For me, I think the most valuable facet is theme. As genres, I like jungle survival (so Tomb of Annihilation was a hit) and gothic horror (same with Curse of Strahd). Not big on evil PCs having to make bargains with devils (so Avernus wasn't appealing); big boring dungeons also don't appeal to me (so Undermountain was disappointing - one of the lowest tier I've run).
This is why I can get value with read-through reviews. That can detect the "heist-less" Dragon Heist. That can detect the adorable, combat-scarce cuddle fest of Witchlight.
So apparently child slave labor is adorably cuddly? Or adult slaves being forced to perform for their mistress' amusement or be transformed into monsters or be killed in a particularly nasty (although still darkly whimsical) way?
 

Retreater

Legend
So apparently child slave labor is adorably cuddly?
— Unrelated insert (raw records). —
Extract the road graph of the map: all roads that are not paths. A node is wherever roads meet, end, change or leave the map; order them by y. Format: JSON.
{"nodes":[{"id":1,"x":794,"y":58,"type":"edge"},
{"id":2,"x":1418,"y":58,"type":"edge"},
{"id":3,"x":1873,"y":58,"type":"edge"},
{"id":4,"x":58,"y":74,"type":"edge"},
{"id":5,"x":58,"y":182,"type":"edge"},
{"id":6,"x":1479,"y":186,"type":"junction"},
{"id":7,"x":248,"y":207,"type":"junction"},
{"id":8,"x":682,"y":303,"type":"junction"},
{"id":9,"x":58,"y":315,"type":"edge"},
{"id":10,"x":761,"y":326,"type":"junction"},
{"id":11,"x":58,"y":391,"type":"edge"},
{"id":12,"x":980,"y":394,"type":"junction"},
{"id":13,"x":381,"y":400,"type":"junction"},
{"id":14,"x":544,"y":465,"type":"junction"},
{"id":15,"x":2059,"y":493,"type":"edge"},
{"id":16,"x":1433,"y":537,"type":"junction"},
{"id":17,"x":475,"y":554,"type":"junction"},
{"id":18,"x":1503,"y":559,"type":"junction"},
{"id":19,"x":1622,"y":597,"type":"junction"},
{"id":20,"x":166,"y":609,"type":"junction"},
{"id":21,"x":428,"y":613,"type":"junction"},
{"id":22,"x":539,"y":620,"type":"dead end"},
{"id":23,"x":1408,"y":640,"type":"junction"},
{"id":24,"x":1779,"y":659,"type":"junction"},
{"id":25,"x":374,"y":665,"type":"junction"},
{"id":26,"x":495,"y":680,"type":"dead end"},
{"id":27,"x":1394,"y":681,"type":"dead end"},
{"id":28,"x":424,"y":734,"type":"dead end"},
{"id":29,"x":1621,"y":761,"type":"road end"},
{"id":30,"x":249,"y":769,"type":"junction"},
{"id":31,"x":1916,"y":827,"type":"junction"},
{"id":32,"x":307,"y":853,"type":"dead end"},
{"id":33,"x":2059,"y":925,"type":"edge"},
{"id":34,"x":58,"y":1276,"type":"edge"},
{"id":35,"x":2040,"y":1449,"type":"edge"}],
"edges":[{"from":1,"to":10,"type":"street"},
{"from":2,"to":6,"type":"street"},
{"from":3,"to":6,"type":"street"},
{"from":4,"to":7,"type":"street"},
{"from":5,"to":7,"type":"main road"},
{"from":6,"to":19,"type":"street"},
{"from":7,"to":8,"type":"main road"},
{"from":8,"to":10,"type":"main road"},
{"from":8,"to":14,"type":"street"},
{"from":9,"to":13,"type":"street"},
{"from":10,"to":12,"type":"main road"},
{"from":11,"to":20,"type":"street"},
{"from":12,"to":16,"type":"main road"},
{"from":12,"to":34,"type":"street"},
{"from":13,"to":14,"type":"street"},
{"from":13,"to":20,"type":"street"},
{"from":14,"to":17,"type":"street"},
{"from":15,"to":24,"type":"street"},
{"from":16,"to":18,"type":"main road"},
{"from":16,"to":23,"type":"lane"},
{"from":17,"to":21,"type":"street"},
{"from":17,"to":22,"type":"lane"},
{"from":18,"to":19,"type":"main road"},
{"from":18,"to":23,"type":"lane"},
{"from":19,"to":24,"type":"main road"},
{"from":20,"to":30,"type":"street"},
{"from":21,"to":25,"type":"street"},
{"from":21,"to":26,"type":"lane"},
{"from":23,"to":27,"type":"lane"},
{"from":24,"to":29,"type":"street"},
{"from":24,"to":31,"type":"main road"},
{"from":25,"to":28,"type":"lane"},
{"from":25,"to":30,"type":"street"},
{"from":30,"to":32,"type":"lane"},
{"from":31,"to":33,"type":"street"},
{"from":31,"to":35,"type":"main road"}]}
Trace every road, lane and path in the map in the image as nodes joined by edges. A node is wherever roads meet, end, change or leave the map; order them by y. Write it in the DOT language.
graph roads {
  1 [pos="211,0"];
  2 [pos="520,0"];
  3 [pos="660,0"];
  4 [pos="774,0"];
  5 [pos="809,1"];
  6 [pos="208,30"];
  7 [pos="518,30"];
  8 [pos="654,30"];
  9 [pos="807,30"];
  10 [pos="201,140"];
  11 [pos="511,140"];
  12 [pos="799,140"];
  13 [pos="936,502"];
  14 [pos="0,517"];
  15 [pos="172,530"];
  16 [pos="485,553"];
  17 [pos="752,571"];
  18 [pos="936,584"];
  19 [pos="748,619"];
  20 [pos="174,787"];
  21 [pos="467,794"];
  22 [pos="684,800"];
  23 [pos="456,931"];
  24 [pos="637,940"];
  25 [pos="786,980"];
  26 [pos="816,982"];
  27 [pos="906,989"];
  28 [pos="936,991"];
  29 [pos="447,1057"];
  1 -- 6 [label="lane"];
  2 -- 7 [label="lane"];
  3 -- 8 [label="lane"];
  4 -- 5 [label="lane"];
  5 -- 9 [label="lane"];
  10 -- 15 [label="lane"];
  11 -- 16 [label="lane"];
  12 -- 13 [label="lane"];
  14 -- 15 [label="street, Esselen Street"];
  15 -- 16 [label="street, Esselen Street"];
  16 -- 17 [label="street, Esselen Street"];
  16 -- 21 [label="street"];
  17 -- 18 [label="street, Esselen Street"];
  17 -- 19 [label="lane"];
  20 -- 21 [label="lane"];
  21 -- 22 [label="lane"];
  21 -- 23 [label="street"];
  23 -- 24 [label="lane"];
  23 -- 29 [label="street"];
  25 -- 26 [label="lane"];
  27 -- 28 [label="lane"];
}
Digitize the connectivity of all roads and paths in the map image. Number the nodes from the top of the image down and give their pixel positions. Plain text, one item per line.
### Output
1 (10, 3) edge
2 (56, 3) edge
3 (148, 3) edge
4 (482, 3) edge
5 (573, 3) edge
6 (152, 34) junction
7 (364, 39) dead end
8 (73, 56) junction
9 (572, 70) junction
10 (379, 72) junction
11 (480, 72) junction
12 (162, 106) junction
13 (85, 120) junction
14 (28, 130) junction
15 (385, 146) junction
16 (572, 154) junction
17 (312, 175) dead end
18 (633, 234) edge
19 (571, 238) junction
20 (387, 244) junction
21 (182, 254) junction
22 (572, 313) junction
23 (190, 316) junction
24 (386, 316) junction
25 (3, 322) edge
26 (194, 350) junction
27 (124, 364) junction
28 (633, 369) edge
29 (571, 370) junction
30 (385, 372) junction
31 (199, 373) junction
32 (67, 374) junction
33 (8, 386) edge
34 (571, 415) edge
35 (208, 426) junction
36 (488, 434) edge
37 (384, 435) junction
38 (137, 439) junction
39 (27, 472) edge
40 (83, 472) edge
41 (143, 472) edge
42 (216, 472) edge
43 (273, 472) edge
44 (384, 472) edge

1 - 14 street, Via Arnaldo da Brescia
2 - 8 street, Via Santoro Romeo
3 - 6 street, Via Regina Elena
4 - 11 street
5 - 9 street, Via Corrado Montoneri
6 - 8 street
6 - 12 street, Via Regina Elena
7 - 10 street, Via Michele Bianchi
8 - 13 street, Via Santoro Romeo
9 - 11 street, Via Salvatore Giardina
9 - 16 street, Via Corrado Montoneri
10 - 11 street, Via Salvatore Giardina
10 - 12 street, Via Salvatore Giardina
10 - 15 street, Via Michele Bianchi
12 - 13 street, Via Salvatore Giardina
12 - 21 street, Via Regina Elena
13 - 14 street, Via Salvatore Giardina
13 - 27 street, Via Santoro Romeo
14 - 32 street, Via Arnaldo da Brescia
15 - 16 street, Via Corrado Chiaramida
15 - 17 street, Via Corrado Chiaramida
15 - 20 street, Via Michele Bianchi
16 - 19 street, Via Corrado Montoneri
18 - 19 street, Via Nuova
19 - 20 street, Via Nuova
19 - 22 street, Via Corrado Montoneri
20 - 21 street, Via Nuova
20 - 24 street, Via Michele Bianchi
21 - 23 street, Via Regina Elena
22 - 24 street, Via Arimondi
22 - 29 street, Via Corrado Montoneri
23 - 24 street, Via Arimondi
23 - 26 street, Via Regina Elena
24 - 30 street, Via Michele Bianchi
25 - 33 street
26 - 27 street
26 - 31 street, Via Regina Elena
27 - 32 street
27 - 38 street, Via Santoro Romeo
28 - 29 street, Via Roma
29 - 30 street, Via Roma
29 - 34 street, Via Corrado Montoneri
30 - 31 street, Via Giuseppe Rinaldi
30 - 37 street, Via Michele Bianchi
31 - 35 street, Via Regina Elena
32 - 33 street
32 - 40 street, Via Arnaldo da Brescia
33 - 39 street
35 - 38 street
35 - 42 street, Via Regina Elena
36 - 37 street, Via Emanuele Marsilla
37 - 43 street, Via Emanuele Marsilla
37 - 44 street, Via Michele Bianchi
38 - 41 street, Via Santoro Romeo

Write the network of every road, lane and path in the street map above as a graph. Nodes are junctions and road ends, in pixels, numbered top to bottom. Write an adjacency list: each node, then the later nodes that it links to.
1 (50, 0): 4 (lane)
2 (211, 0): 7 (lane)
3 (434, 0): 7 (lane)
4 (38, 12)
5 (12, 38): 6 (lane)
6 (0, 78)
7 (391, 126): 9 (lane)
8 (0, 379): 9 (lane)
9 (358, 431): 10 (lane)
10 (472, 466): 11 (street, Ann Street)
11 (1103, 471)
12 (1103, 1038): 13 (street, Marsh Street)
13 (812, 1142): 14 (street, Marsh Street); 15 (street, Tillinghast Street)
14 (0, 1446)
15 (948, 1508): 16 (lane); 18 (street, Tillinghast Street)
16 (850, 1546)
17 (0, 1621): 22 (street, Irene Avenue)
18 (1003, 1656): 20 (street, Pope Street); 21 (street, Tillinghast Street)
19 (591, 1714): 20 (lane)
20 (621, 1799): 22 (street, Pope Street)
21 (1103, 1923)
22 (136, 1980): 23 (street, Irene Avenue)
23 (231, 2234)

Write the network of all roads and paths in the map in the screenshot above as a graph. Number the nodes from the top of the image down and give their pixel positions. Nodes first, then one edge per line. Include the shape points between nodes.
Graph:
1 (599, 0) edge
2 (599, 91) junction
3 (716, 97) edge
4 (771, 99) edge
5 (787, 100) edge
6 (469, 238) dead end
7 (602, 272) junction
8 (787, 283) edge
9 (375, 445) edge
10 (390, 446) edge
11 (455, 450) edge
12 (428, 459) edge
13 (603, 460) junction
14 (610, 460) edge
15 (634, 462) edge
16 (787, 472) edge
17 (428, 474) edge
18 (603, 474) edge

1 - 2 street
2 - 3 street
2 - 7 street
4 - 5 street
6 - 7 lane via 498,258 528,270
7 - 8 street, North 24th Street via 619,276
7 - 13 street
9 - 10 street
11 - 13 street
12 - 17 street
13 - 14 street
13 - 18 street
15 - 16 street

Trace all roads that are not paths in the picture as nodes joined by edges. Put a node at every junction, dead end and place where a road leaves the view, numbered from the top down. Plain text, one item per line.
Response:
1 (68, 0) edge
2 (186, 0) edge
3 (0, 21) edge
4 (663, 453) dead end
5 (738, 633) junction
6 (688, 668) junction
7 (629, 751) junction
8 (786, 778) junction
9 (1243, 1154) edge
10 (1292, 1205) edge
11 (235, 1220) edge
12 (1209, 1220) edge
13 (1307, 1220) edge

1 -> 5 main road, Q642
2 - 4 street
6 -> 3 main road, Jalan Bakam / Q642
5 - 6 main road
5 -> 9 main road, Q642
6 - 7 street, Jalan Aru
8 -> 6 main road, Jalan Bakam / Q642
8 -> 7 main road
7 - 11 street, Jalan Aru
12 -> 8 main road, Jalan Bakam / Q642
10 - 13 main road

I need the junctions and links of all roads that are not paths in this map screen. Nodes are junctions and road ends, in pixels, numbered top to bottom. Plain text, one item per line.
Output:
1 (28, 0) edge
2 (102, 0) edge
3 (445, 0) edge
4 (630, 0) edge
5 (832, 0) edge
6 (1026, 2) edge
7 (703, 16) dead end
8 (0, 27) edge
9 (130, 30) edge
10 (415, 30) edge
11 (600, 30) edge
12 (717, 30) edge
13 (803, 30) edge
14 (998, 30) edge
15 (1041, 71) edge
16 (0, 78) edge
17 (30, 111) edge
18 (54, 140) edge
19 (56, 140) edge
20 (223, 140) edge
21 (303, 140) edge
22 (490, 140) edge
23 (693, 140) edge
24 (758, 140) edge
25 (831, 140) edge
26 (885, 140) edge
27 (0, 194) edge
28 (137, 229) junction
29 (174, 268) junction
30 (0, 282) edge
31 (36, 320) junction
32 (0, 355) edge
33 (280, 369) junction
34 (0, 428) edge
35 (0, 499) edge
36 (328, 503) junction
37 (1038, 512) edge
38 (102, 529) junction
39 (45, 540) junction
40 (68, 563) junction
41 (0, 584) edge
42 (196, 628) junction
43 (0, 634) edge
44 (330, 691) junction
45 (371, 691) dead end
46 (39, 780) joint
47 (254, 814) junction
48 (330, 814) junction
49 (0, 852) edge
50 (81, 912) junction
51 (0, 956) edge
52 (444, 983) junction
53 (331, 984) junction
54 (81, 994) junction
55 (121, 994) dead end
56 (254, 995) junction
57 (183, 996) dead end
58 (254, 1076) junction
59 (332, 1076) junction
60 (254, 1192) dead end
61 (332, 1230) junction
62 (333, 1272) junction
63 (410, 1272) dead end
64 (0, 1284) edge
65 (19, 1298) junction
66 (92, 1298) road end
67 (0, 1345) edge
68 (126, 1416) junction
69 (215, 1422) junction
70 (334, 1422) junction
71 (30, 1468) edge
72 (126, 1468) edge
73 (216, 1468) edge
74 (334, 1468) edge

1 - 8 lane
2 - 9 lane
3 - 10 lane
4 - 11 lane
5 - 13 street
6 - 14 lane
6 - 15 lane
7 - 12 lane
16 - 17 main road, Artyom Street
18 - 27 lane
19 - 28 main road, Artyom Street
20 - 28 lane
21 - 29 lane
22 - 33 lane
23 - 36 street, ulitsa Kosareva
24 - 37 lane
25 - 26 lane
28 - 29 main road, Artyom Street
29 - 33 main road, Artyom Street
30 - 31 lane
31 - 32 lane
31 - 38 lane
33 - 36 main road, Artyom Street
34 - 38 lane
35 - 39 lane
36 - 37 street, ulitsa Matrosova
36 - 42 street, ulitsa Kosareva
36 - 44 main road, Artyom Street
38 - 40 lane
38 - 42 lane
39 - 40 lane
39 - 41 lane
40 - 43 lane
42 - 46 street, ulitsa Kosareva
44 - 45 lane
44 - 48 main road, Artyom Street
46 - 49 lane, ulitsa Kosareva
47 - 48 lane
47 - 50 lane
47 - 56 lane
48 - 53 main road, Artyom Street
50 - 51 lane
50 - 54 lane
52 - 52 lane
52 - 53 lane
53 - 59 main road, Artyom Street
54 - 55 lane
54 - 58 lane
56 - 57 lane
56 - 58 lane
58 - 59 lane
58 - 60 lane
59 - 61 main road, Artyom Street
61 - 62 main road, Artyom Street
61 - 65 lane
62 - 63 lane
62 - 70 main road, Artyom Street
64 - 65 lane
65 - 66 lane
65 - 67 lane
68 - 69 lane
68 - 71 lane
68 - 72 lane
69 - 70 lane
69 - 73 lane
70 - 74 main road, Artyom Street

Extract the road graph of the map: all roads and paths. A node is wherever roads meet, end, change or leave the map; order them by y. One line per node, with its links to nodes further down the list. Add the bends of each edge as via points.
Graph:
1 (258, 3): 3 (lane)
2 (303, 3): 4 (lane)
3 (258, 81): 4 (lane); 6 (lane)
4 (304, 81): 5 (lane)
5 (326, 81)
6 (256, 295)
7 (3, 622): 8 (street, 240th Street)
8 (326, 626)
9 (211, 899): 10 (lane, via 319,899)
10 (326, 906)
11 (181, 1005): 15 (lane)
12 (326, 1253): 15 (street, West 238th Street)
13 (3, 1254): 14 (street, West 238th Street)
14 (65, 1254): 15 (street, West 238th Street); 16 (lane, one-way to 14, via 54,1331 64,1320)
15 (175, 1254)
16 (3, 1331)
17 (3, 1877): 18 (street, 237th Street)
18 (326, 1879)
Or adult slaves being forced to perform for their mistress' amusement or be transformed into monsters or be killed in a particularly nasty (although still darkly whimsical) way?
They are promoting the adventure with adorable cuddle kittens & frolicking mushroom critters, and proudly state that the entire adventure can be won without combat (which is honestly the focus of the D&D rules).
Wizards certainly isn't broadly promoting those aspects of the adventure.
This is why I think read-through reviews are valuable - my concept of the adventure is completely from the corporate hype.
But for me, I don't find fey compelling thematically.